Exercise —
Repeat all the lines below exactly, but omit the pictures.

^^^^^^^^^^^^^^^^

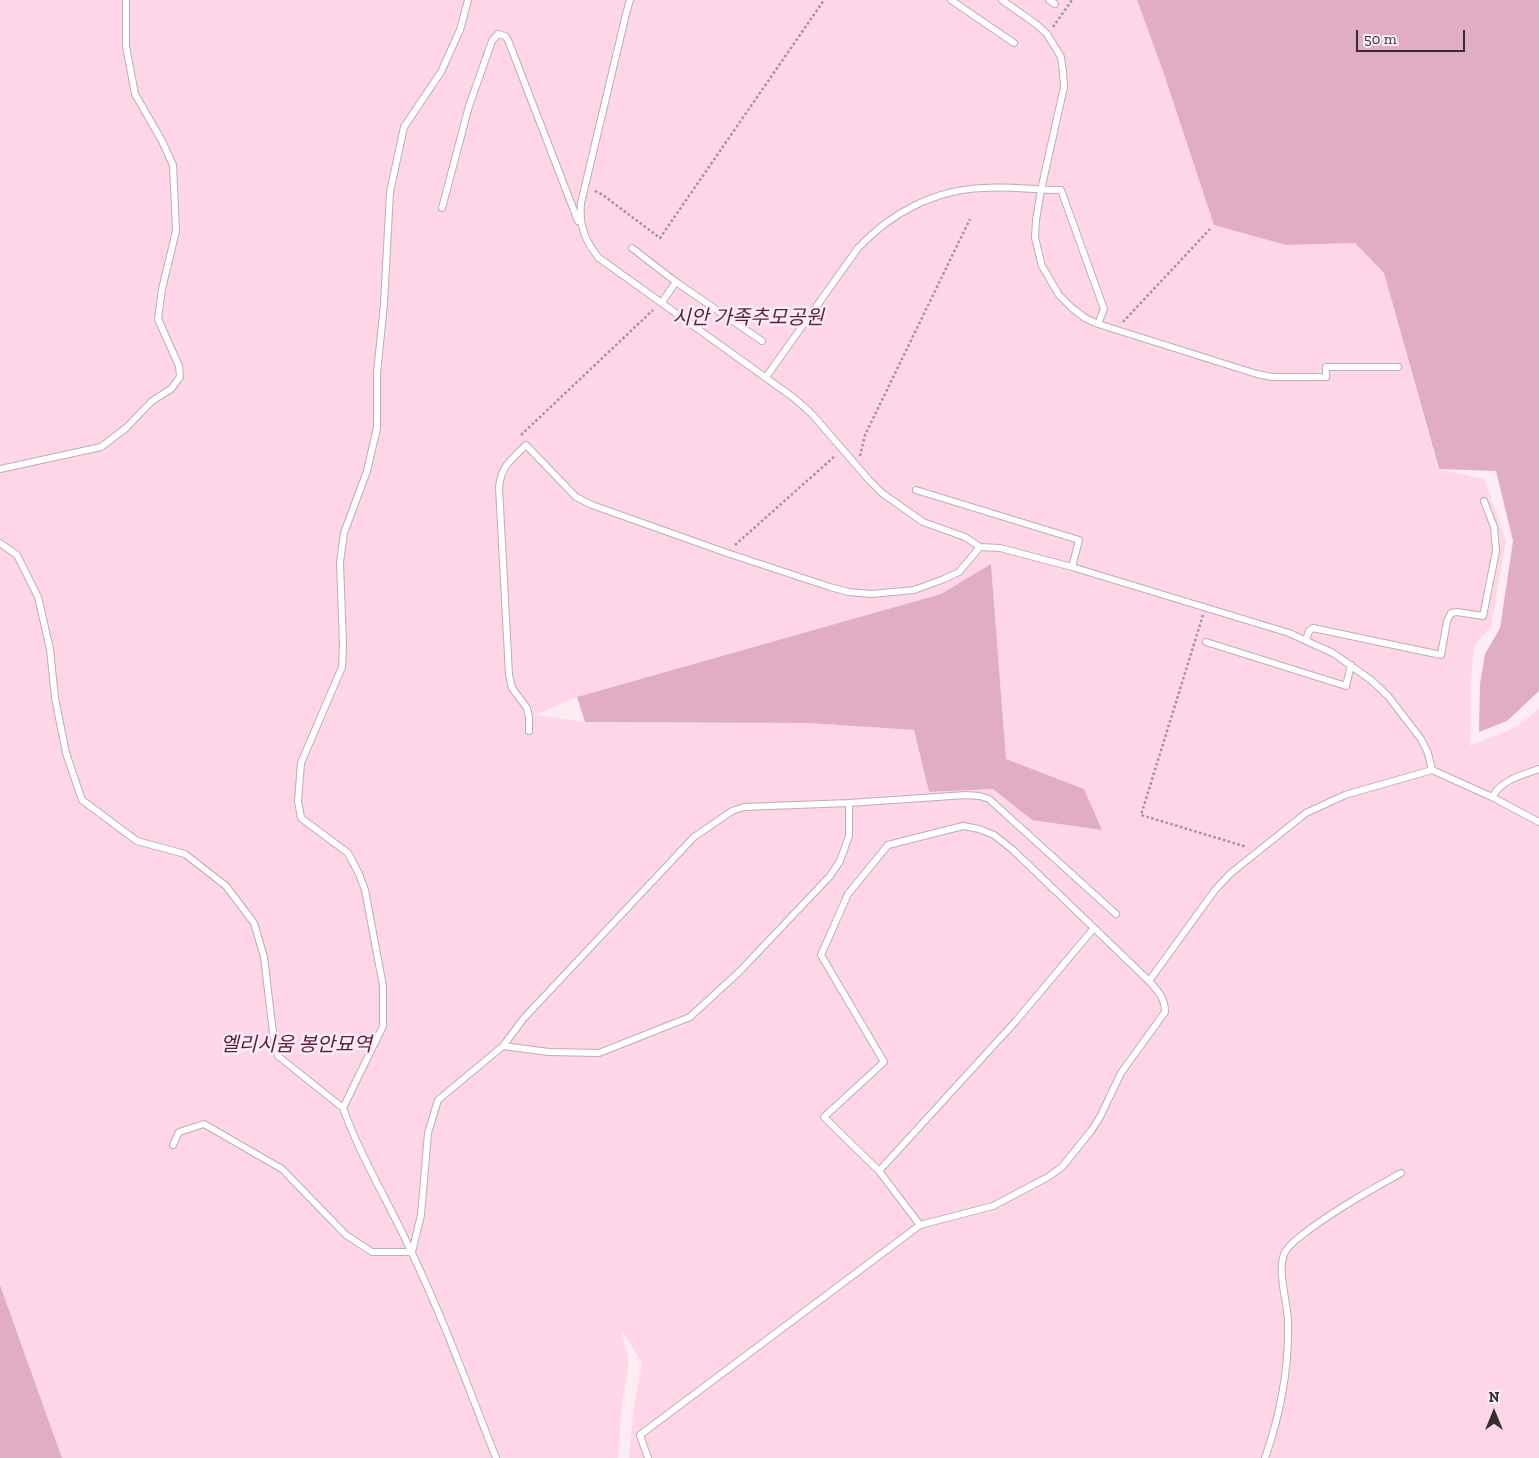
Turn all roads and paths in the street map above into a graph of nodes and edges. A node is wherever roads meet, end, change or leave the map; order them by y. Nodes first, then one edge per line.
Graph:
1 (126, 0) edge
2 (468, 0) edge
3 (630, 0) edge
4 (824, 0) edge
5 (951, 0) edge
6 (1002, 0) edge
7 (1072, 0) edge
8 (959, 2) edge
9 (1047, 34) junction
10 (1014, 43) dead end
11 (584, 187) junction
12 (1041, 190) junction
13 (442, 208) dead end
14 (970, 219) dead end
15 (582, 229) junction
16 (1210, 229) dead end
17 (632, 248) dead end
18 (676, 282) junction
19 (662, 302) junction
20 (1098, 324) junction
21 (1115, 330) junction
22 (762, 341) dead end
23 (1398, 367) dead end
24 (766, 377) junction
25 (526, 445) junction
26 (842, 449) junction
27 (858, 467) junction
28 (0, 468) edge
29 (916, 490) dead end
30 (1484, 502) dead end
31 (0, 543) edge
32 (980, 547) junction
33 (726, 553) junction
34 (1072, 567) junction
35 (1205, 608) junction
36 (1306, 640) junction
37 (1206, 642) dead end
38 (1352, 665) junction
39 (529, 732) dead end
40 (1539, 769) edge
41 (1432, 770) junction
42 (1492, 797) junction
43 (849, 803) junction
44 (1539, 822) edge
45 (1258, 850) junction
46 (1116, 914) dead end
47 (1094, 928) junction
48 (1149, 981) junction
49 (503, 1046) junction
50 (343, 1108) junction
51 (173, 1145) dead end
52 (878, 1171) junction
53 (1401, 1173) dead end
54 (920, 1225) junction
55 (412, 1252) junction
56 (496, 1458) edge
57 (648, 1458) edge
58 (1265, 1458) edge

1 - 28 lane
2 - 50 lane
3 - 11 lane
4 - 11 path
5 - 8 lane
6 - 9 lane
7 - 9 path
8 - 10 lane
9 - 12 lane
11 - 15 lane
12 - 20 lane
12 - 20 lane
12 - 24 lane
13 - 15 lane
14 - 27 path
15 - 19 lane
16 - 21 path
17 - 18 lane
18 - 19 lane
18 - 22 lane
19 - 24 lane
19 - 25 path
20 - 21 lane
21 - 23 lane
24 - 26 lane
25 - 33 lane
25 - 39 lane
26 - 27 lane
26 - 33 path
27 - 32 lane
29 - 34 lane
30 - 36 lane
31 - 50 lane
32 - 33 lane
32 - 34 lane
34 - 35 lane
35 - 36 lane
35 - 45 path
36 - 38 lane
37 - 38 lane
38 - 41 lane
40 - 42 lane
41 - 42 lane
41 - 45 lane
42 - 44 lane
43 - 46 lane
43 - 49 lane
43 - 49 lane
45 - 48 lane
47 - 48 lane
47 - 52 lane
47 - 52 lane
48 - 54 lane
49 - 55 lane
50 - 55 lane
51 - 55 lane
52 - 54 lane
53 - 58 lane
54 - 57 lane
55 - 56 lane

^^^^^^^^^^^^^^^^

Response box —
Turn all roads and paths in the street map above into a graph of nodes and edges. A node is wherever roads meet, end, change or leave the map; order them by y. Nodes first, then one edge per line.
Graph:
1 (126, 0) edge
2 (468, 0) edge
3 (630, 0) edge
4 (824, 0) edge
5 (951, 0) edge
6 (1002, 0) edge
7 (1072, 0) edge
8 (959, 2) edge
9 (1047, 34) junction
10 (1014, 43) dead end
11 (584, 187) junction
12 (1041, 190) junction
13 (442, 208) dead end
14 (970, 219) dead end
15 (582, 229) junction
16 (1210, 229) dead end
17 (632, 248) dead end
18 (676, 282) junction
19 (662, 302) junction
20 (1098, 324) junction
21 (1115, 330) junction
22 (762, 341) dead end
23 (1398, 367) dead end
24 (766, 377) junction
25 (526, 445) junction
26 (842, 449) junction
27 (858, 467) junction
28 (0, 468) edge
29 (916, 490) dead end
30 (1484, 502) dead end
31 (0, 543) edge
32 (980, 547) junction
33 (726, 553) junction
34 (1072, 567) junction
35 (1205, 608) junction
36 (1306, 640) junction
37 (1206, 642) dead end
38 (1352, 665) junction
39 (529, 732) dead end
40 (1539, 769) edge
41 (1432, 770) junction
42 (1492, 797) junction
43 (849, 803) junction
44 (1539, 822) edge
45 (1258, 850) junction
46 (1116, 914) dead end
47 (1094, 928) junction
48 (1149, 981) junction
49 (503, 1046) junction
50 (343, 1108) junction
51 (173, 1145) dead end
52 (878, 1171) junction
53 (1401, 1173) dead end
54 (920, 1225) junction
55 (412, 1252) junction
56 (496, 1458) edge
57 (648, 1458) edge
58 (1265, 1458) edge

1 - 28 lane
2 - 50 lane
3 - 11 lane
4 - 11 path
5 - 8 lane
6 - 9 lane
7 - 9 path
8 - 10 lane
9 - 12 lane
11 - 15 lane
12 - 20 lane
12 - 20 lane
12 - 24 lane
13 - 15 lane
14 - 27 path
15 - 19 lane
16 - 21 path
17 - 18 lane
18 - 19 lane
18 - 22 lane
19 - 24 lane
19 - 25 path
20 - 21 lane
21 - 23 lane
24 - 26 lane
25 - 33 lane
25 - 39 lane
26 - 27 lane
26 - 33 path
27 - 32 lane
29 - 34 lane
30 - 36 lane
31 - 50 lane
32 - 33 lane
32 - 34 lane
34 - 35 lane
35 - 36 lane
35 - 45 path
36 - 38 lane
37 - 38 lane
38 - 41 lane
40 - 42 lane
41 - 42 lane
41 - 45 lane
42 - 44 lane
43 - 46 lane
43 - 49 lane
43 - 49 lane
45 - 48 lane
47 - 48 lane
47 - 52 lane
47 - 52 lane
48 - 54 lane
49 - 55 lane
50 - 55 lane
51 - 55 lane
52 - 54 lane
53 - 58 lane
54 - 57 lane
55 - 56 lane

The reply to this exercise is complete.